Out of interest, what is your medical speciality? I can see that some areas of medicine require a strong, instantly recallable knowledge of biochemistry (especially endocrinology, but also nephrology, hepatology, respiratory and anaethetics) but I think many doctors acquire this during the early years of specialist training, while most others in other specialities get by on medical-school-level biochemistry. Knowledge of pure chemistry isn't closely related to most kinds of clinical reasoning, and medical-school-level biochemistry doesn't require A-Level chemistry to learn.
Personally, although I don't work at Newcastle, I think their approach of having no A-Level subject requirements but rather relying on good A-Level grades and UCAt as evidence of students' ability to learn the stuff they will be taught at medical school is probably the right one. There is a fair bit in A-Level curriculums that is over-simplified or simply wrong (the latter is noticeable in biology and psychology; I'm not aware of any frank inaccuracies in chemistry), which means anything essential really needs to be re-taught anyway.
Medical schools score much better in NSSs the more time first to third year medical students spend chatting with patients rather than in laboratories and lecture theatres.

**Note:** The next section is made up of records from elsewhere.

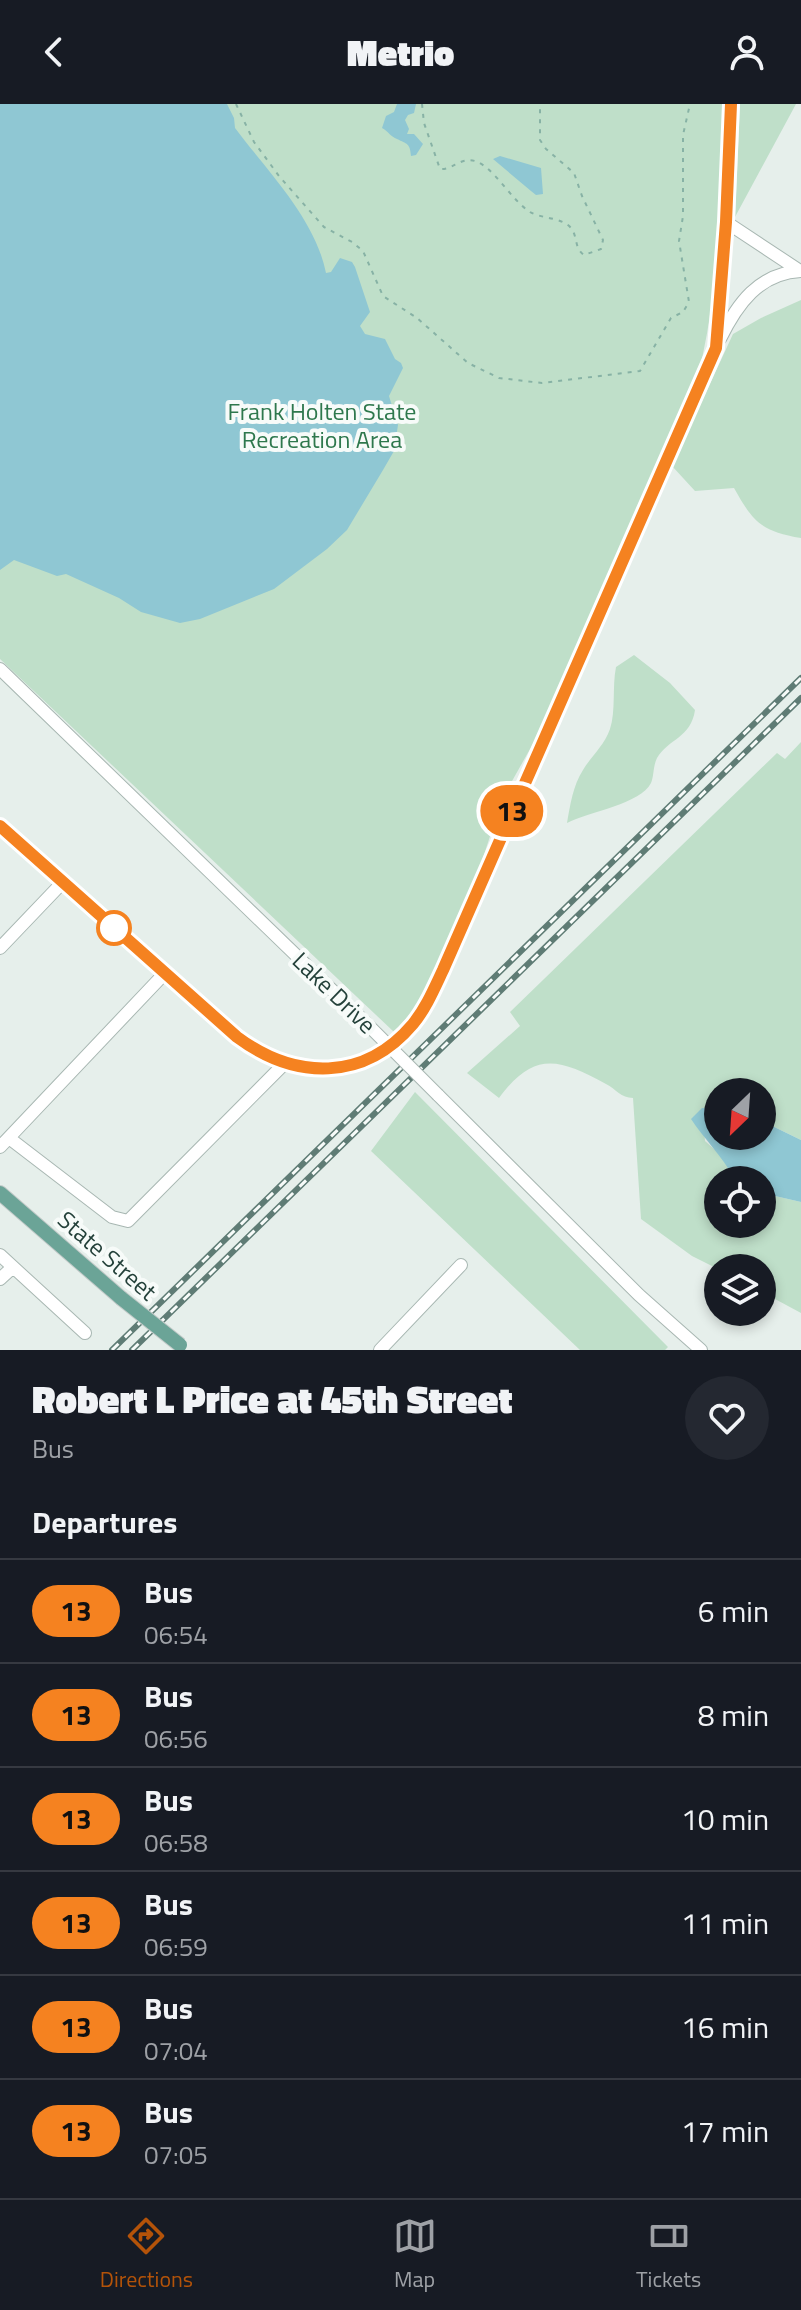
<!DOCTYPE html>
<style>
body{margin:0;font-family:"Titillium Web",sans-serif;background:#242831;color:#f1f3f6;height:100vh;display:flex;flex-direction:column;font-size:30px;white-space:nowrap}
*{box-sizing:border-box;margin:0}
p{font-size:26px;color:#9ea1a6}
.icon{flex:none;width:44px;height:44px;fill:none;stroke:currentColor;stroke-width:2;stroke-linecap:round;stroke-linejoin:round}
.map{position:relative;height:1246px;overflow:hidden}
.panel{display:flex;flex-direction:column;background:#171b24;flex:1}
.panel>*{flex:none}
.badge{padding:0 16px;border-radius:26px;font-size:28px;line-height:52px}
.needle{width:52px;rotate:205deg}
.controls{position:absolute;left:704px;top:974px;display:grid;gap:16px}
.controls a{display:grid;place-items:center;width:72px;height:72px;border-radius:50%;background:#171b24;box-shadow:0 4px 12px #0003;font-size:40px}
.map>.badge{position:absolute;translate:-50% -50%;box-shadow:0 0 0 4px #fff}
h2{padding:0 32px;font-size:30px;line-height:72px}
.round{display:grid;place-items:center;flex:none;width:84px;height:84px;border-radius:42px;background:#242831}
.head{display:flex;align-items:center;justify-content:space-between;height:136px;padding:0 32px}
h1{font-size:38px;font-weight:800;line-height:60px}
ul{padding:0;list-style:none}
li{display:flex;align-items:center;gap:24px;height:104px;padding:0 32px;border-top:2px solid #363941}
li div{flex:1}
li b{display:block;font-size:30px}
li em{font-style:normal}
li .badge{min-width:88px;font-weight:700;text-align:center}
header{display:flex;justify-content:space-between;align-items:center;height:104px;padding:0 32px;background:#171b24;font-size:36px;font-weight:800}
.menu{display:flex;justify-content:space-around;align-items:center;height:112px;border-top:2px solid #363941;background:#171b24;font-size:22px;color:#9ea1a6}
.menu a{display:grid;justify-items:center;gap:4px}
.menu .current{color:#b45309}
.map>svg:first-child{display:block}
.green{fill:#bfdfc9}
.water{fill:#8fc7d3}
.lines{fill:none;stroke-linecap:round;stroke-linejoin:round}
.minor-casing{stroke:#a8b7b2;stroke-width:14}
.major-casing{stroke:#c2cac8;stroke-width:16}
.path{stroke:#87b2a5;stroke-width:2;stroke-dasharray:4 6;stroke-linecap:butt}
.minor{stroke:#fff;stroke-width:12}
.major{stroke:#6ba497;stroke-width:14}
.rail-casing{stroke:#5f7c75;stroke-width:6}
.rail{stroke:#f7fbf9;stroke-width:3;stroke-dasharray:9;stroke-linecap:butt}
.minor-bridge-casing{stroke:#a8b7b2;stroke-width:14;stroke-linecap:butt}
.major-bridge-casing{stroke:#c2cac8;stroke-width:16;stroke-linecap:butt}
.minor-bridge{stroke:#fff;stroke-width:12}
.major-bridge{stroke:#6ba497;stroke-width:14}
.line-casing{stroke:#fff;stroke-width:18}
.line{stroke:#f58220;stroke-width:12}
.stop-dot{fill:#fff;stroke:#f58220;stroke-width:4}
.labels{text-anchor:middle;stroke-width:8;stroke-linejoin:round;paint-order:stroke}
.park-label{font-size:24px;fill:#2e784d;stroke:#f7fbf9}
.street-label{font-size:24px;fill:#24413a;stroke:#f7fbf9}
</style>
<header><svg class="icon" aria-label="back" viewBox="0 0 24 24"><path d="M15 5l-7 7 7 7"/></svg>Metrio<svg class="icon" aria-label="person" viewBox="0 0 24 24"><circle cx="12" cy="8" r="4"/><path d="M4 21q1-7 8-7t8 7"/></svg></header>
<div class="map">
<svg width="801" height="1246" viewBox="0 0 801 1246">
<rect width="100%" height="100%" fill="#e6efeb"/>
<!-- green -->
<path class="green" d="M0,0H725C722,85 720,171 702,255L539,629L502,695L482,757L421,899L394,928L0,555Z
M740,0H796L735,113Z
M801,196V434C761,427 753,418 734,384L695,387L672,362L733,230L761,214Z
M634,551L670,579L695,606C691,634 668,635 657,654C653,662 654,672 651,679C641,700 588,708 567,719C570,702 573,681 583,666C592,651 604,642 610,625C616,607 612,583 616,563Z
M801,638V1036L762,1017V988H718V1005L702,1004L705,1037L723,1053L736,1076H718V1120H762V1089L801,1098V1209L762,1188V1164L718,1165L692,1152L641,1115L633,994C621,994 616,985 606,980C558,954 534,947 499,994L467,969L520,922L510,908L777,649L785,655Z
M415,988L668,1243L665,1246H580L371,1047Z"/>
<!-- water -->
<path class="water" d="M0,0H227L234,14L235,24C268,68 315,114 326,169L331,168L340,154L352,158L355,163L370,208L360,222L365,230L385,235L395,255L401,259L403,264L389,292L398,321L394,347L383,366L347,426L327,445L274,485L200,515L180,519L141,508L119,494L66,470L57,472L14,456L0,466Z
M397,0H416L414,9L408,11L405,16L409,25L407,30H414L423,40L416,51L411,52C410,39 407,40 397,35C391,33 388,27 382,24L386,12L394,8Z
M500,52L541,64L543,90L536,91L531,87L493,55Z
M702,1004L718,1005V1032H762V1017L801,1036V1098L762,1089V1076L734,1074C722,1052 705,1036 691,1015Z"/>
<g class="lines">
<!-- minor casing -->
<g class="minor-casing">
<path id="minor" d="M726,118L800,167
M720,235C737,200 759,169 801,167
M0,565L363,916
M0,722L237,933C295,976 364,978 413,920C426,904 434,885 443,866L716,244L726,118L731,0
M0,844L63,778
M438,991L639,1191L701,1246
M9,1034L112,1113L128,1117L284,960
M0,1043L165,869
M0,1151L85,1229
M0,1175L12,1164
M380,1246L461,1161"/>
</g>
<!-- major casing -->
<g class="major-casing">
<path id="major" d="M0,1089L121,1194"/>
</g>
<!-- path -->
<path class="path" d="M236,0L254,38L279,72L324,123L352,138L363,147L383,192L417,214L468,259L499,274L542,279L640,267L671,214L683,208L689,198L679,137L683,112V31L690,0
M422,0L424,19L440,65C453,66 460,53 475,57C494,63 511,96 530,108C542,115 562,113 571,124C578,133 574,144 584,151L601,145L603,136L582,92L574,69L546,45L540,36V0"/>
<!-- minor -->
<use href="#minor" class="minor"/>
<!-- major -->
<use href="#major" class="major"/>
<!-- rail casing -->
<g class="rail-casing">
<path id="rail" d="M112,1246L801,574
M132,1246L801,594"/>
</g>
<!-- rail -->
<use href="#rail" class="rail"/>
<!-- minor-bridge casing -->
<g class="minor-bridge-casing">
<path id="minor-bridge" d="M363,916L438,991"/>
</g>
<!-- major-bridge casing -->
<g class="major-bridge-casing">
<path id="major-bridge" d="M121,1194L180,1241"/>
</g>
<!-- minor-bridge -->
<use href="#minor-bridge" class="minor-bridge"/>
<!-- major-bridge -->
<use href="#major-bridge" class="major-bridge"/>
</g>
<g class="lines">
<!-- line casing -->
<g class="line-casing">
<path id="line" d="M0,722L237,933C295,976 364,978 413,920C426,904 434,885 443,866L716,244L726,118L731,0"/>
</g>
<!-- line -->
<use href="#line" class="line"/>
</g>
<!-- markers -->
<circle class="stop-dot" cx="114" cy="824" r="16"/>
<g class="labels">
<!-- park labels -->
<g class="park-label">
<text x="322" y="316">Frank Holten State<tspan x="322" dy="28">Recreation Area</tspan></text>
</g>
<!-- street labels -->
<g class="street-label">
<text transform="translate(334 889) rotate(44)" y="8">Lake Drive</text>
<text transform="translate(107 1152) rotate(41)" y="8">State Street</text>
</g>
</g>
</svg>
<div class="controls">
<a><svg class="needle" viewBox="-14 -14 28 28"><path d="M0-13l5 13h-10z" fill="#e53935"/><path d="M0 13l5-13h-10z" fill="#9ea1a6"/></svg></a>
<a><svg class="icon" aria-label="locate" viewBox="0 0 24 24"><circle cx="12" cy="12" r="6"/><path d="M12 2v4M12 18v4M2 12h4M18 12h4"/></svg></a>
<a><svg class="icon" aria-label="layers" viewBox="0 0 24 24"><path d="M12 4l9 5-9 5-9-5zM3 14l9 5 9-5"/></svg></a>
</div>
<b class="badge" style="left:512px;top:707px;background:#f58220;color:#111">13</b>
</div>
<section class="panel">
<div class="head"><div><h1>Robert L Price at 45th Street</h1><p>Bus</p></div><a class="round"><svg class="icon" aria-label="heart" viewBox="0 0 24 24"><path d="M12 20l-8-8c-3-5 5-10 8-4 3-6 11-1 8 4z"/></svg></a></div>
<h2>Departures</h2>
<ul>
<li><span class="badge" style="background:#f58220;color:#111">13</span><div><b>Bus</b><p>06:54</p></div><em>6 min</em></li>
<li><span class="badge" style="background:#f58220;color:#111">13</span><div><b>Bus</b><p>06:56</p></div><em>8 min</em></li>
<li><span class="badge" style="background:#f58220;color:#111">13</span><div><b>Bus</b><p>06:58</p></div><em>10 min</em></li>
<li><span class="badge" style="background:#f58220;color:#111">13</span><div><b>Bus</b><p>06:59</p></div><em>11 min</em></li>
<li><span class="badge" style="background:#f58220;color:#111">13</span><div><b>Bus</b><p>07:04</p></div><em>16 min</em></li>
<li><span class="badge" style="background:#f58220;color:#111">13</span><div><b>Bus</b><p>07:05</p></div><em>17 min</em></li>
</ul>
</section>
<nav class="menu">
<a class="current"><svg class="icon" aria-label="directions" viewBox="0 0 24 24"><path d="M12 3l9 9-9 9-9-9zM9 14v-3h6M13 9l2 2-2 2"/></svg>Directions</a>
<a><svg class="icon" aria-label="map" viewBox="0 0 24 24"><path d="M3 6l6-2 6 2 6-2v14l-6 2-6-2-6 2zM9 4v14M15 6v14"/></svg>Map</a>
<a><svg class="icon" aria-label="tickets" viewBox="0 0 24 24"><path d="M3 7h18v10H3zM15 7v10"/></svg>Tickets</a>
</nav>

I don't agree with this at all. Nothing that happens in the first two years appears to have much influence on NSS scores for a five or six-year course. Students' comments in the NSS are all about things that have affected them in the last two years, most often to do with placements, access to skills labs & libraries, and timetabling (and lack of parking, obviously). And students don't spend time "chatting with patients": they spend time acquiring communication skills and learning thow to take a history. We expect our students to be able to be competent to take a reasonably simple history by the end of year 2 and to have basic skills in physical examination so that they are equipped for placements in year 3 (which make up the majority of their time in years 3 & 4 and all of their time in year 5).
Believe me, year-2 students want more lectures because they are obsessed with exams. Making them learn how to communicate with patients makes us very unpopular. So if what happens in year 2 influenced NSS scores, the way to improve scores would be to do more lectures and have less patient contact. But our job isn't to get good NSS scores: it's to produce good doctors.